INFORMATION SUPPLIED:
+++++

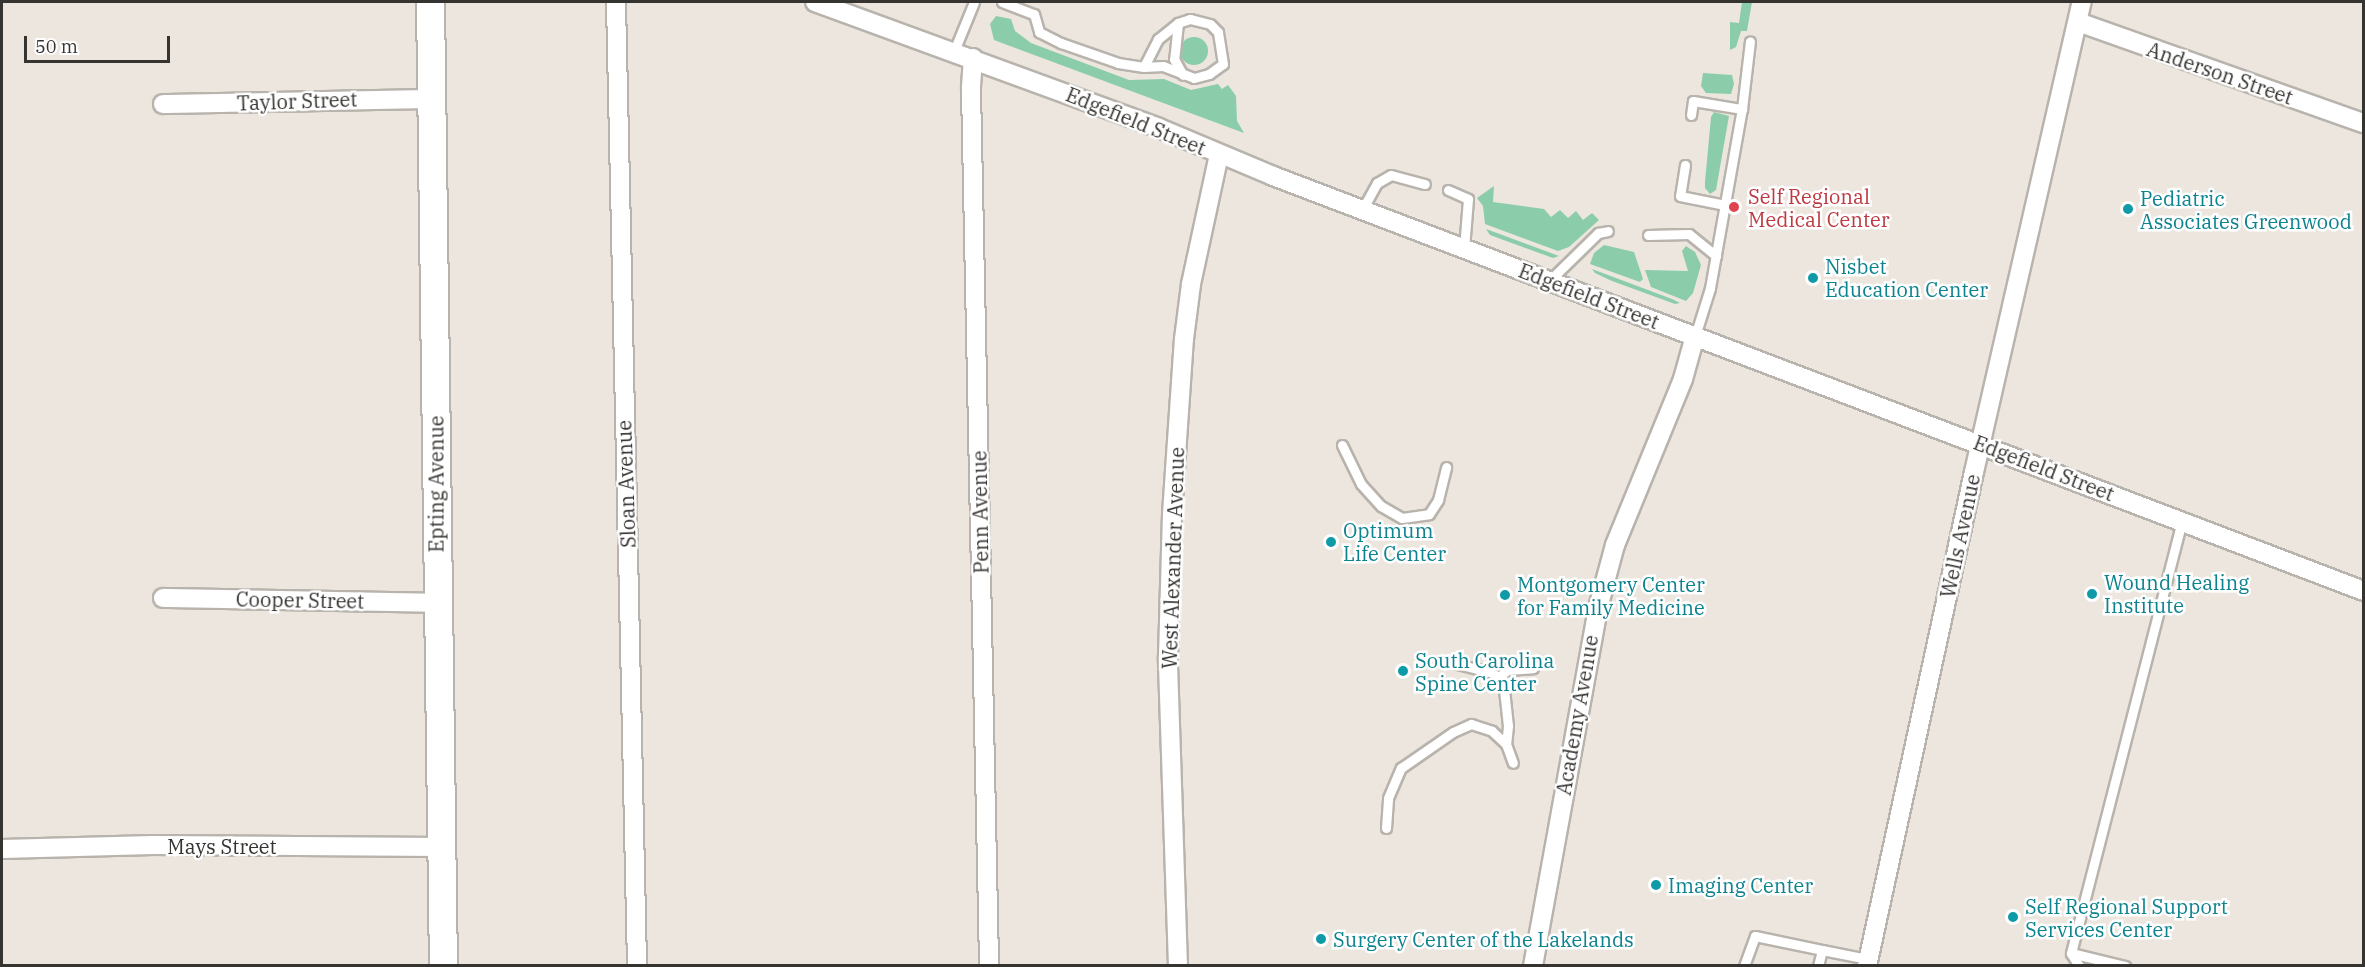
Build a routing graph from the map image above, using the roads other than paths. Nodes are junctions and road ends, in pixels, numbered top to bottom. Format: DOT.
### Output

+++++

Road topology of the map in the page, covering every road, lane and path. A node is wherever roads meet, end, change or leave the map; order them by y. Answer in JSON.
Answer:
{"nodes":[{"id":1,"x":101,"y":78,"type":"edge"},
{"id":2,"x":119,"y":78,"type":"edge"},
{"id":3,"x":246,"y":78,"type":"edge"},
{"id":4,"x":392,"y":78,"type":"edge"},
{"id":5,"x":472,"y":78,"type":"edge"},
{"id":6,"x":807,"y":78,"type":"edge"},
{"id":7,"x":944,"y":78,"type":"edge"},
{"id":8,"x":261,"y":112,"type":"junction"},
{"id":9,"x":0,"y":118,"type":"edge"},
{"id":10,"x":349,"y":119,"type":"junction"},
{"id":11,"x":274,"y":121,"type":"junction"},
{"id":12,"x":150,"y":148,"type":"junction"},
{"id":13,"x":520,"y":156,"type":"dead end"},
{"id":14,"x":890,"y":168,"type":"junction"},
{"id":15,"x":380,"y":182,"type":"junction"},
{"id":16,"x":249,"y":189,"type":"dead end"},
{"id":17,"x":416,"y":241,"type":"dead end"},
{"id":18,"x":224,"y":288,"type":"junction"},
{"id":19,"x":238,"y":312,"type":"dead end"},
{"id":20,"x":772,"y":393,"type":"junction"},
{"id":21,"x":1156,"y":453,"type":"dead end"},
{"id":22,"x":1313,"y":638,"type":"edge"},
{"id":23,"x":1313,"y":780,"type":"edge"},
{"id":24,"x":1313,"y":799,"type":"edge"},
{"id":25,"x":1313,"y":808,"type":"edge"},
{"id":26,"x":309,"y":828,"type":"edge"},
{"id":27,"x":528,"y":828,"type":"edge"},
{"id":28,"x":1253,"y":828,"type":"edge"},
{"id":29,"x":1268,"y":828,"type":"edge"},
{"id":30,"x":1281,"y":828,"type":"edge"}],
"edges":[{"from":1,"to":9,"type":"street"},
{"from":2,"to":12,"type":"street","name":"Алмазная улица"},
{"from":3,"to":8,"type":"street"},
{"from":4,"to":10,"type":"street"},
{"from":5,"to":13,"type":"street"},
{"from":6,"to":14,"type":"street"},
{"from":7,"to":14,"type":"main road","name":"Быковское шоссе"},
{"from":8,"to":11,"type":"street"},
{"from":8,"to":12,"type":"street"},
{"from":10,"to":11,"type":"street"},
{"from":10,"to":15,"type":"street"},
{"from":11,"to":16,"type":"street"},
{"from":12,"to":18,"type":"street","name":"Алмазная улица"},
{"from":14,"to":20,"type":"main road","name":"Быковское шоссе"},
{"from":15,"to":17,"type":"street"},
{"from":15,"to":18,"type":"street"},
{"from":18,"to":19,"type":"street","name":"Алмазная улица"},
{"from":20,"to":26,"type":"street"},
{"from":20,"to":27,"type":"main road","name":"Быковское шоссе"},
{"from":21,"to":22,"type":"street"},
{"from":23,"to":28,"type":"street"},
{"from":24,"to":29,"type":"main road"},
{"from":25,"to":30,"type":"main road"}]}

+++++

TASK TO COMPLETE: In the listing above, find each line with "roads" and copy it.

ANSWER SECTION:
Build a routing graph from the map image above, using the roads other than paths. Nodes are junctions and road ends, in pixels, numbered top to bottom. Format: DOT.
Road topology of the map in the page, covering every road, lane and path. A node is wherever roads meet, end, change or leave the map; order them by y. Answer in JSON.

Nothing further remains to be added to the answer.